Ein Kunstwort, eine literarische Erfindung. Man hat den Geist der Zeit begriffen, das Wort aufgeschrieben und veröffentlicht. In der Romantik, als Nebenbegriff zu Heimweh.
Hänschen klein entstand ebenfalls zu der Zeit.
Es ist die Zeit des Auswanders und der Kolonialbildung. In den Städten wird es eng, das Essen wird knapp oder woanders schmeckt es besser, raus in die Welt und gucken, was es woanders gibt.
Reisen wird Bildungsanspruch.
Goethes Italienreise bildet eine literarische Grundlage. Reisen ist Teil persönlicher Entwicklung.
Häfen und Bahnhöfe sind die Orte, an denen das Fernweh geweckt wird. An ihnen erlebt man Aufbruchstimmung, Abschied und Möglichkeit. Der bittersüße Geschmack von Heimweh und Fernweh vereint.
Neben Fernweh gibt es Abenteuerlust und Neugier. Große Geschichten beginnen mit Fernweh, Moby Dick, Der Herr der Ringe, Die Schatzinsel, Robinson Crusoe, Die unendliche Geschichte.

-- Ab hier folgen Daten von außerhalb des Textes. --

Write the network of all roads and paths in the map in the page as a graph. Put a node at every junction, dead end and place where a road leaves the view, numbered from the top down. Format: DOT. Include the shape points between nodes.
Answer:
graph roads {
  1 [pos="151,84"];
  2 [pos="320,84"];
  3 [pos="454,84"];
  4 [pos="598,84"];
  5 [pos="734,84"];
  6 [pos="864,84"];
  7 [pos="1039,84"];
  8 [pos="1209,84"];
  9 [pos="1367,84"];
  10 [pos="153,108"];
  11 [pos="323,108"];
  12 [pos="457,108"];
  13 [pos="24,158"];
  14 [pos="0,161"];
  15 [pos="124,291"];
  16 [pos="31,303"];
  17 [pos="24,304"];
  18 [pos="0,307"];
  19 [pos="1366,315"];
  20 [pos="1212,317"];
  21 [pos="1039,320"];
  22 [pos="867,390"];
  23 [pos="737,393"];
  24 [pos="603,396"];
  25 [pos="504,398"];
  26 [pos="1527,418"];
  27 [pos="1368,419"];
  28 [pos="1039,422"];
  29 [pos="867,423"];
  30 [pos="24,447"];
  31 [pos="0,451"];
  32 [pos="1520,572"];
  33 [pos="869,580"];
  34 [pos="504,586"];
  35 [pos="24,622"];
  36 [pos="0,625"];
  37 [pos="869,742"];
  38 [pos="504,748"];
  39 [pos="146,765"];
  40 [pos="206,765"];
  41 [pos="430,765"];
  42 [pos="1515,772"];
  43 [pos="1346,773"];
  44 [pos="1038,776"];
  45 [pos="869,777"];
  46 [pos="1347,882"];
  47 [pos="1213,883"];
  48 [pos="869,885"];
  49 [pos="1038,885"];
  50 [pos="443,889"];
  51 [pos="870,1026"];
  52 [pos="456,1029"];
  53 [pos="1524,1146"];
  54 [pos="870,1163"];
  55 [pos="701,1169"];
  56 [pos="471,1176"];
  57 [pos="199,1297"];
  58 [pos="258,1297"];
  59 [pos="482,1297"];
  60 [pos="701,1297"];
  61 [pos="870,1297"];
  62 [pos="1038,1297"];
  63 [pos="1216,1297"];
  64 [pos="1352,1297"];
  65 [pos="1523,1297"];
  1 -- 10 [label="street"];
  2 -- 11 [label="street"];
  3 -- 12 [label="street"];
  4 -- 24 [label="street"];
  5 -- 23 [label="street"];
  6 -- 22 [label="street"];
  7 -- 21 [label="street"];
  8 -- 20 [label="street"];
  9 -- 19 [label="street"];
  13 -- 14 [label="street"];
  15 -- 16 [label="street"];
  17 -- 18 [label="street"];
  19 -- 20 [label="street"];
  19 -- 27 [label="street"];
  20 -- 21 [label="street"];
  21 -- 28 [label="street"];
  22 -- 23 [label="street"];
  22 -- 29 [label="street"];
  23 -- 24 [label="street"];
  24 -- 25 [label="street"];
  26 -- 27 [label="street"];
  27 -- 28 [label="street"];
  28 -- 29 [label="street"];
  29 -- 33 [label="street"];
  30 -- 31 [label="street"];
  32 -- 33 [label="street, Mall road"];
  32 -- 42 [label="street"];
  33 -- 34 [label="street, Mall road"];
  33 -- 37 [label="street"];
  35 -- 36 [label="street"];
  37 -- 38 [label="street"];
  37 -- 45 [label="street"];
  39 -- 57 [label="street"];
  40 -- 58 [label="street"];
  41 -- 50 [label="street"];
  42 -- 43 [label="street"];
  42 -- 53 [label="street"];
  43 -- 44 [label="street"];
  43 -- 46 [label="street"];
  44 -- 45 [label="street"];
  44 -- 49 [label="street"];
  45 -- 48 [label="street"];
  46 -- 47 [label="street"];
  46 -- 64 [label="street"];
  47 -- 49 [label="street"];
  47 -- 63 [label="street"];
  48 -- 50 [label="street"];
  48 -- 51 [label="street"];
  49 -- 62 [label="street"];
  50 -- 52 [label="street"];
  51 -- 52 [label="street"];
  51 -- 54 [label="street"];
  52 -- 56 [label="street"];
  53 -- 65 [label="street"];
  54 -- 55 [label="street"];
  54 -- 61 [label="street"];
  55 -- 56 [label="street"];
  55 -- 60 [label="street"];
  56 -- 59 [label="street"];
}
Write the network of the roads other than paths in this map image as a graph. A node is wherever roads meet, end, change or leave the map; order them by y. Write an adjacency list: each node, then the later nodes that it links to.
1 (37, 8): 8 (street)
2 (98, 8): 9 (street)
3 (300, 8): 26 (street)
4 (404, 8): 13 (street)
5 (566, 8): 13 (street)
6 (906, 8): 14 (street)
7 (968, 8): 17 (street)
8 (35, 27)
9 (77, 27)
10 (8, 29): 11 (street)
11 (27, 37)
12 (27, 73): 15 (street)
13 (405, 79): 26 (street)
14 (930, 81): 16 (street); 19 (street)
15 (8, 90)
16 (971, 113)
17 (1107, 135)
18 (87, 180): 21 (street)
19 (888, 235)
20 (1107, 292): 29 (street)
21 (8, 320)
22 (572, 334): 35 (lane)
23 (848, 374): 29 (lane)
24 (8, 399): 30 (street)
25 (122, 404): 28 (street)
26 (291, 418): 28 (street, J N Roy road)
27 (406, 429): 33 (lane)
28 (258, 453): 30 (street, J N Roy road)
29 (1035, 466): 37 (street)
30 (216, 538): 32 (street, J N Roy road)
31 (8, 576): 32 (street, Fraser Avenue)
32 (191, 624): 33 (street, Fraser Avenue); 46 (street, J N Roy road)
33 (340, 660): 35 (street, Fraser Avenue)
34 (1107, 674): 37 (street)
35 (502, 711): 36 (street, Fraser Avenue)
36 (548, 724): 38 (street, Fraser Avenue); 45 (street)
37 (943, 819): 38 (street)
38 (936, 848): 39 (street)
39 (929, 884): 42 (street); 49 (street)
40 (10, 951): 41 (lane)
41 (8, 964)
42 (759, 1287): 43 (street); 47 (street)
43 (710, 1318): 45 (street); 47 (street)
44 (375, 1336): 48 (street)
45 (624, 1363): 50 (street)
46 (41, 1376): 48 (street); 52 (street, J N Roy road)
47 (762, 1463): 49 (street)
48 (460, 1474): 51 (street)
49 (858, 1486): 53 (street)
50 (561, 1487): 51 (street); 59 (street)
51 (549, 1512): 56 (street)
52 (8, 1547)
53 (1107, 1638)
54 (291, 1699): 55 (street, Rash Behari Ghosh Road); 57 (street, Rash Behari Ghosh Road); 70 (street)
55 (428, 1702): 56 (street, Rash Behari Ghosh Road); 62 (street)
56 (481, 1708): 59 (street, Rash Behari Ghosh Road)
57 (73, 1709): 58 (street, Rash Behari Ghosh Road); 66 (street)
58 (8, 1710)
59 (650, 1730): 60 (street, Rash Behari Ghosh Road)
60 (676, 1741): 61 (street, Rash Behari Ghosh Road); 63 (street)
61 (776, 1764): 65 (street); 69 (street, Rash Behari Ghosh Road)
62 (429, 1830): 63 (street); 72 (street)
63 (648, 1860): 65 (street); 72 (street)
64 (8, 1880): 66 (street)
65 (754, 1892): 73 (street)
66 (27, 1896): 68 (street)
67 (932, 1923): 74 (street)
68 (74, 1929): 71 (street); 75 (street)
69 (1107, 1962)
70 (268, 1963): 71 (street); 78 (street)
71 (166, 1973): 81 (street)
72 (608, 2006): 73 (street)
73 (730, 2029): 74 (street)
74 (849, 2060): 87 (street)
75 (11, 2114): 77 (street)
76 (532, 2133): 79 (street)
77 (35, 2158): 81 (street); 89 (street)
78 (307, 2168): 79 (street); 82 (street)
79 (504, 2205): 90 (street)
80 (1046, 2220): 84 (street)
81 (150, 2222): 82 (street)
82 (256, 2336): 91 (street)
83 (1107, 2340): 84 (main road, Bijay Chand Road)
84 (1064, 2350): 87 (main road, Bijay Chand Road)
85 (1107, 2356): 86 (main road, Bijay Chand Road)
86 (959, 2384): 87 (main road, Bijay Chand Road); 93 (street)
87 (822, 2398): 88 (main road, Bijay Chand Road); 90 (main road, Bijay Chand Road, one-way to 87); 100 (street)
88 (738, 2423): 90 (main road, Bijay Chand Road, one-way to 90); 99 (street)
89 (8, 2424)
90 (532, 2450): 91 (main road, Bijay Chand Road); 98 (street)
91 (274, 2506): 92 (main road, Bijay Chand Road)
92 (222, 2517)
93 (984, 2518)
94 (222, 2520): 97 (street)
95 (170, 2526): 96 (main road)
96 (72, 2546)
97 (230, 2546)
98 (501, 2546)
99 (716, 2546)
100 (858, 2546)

Fernweh ist eine Sehnsucht, die kein eindeutiges Gegenstück hat. Zufriedenheit, vielleicht.
Die Odyssee ist keine Geschichte des Fernwehs, sondern im Gegenteil, die Herstellung einer göttlichen Ordnung, einer Pflicht und Prüfung, einer Heimkehr. Keine persönliche Entwicklung im Sinne eines freien Werdens, sondern ein individuelles Abenteuer, bei dem die persönliche Ehre im Mittelpunkt steht. Eine Person, die die Reise unternimmt, um ihren bestimmten Platz einzunehmen.
Aussteiger reisen, um ihren Platz gerade nicht einzunehmen.
Menschen, die viel Reisen, laufen vor etwas weg, sagt man. Sie wirken ziellos und unstet. Sie suchen die Zufriedenheit und Erfüllung, Heimat in der Ferne.
Wer sich naiv einem Fernweh hingibt, setzt sein Leben auf‘s Spiel, wenn er sich ohne Kenntnis und Vorbereitung auf den Weg macht.
Über Fernweh könnte man ein ganzes Buch schreiben.
Was die Fernweh ausmacht, ist ihre Sehnsucht, eine innere Unruhe und das Gefühl eines Mangels, eine Sehnsucht nach etwas, was man hier nicht findet.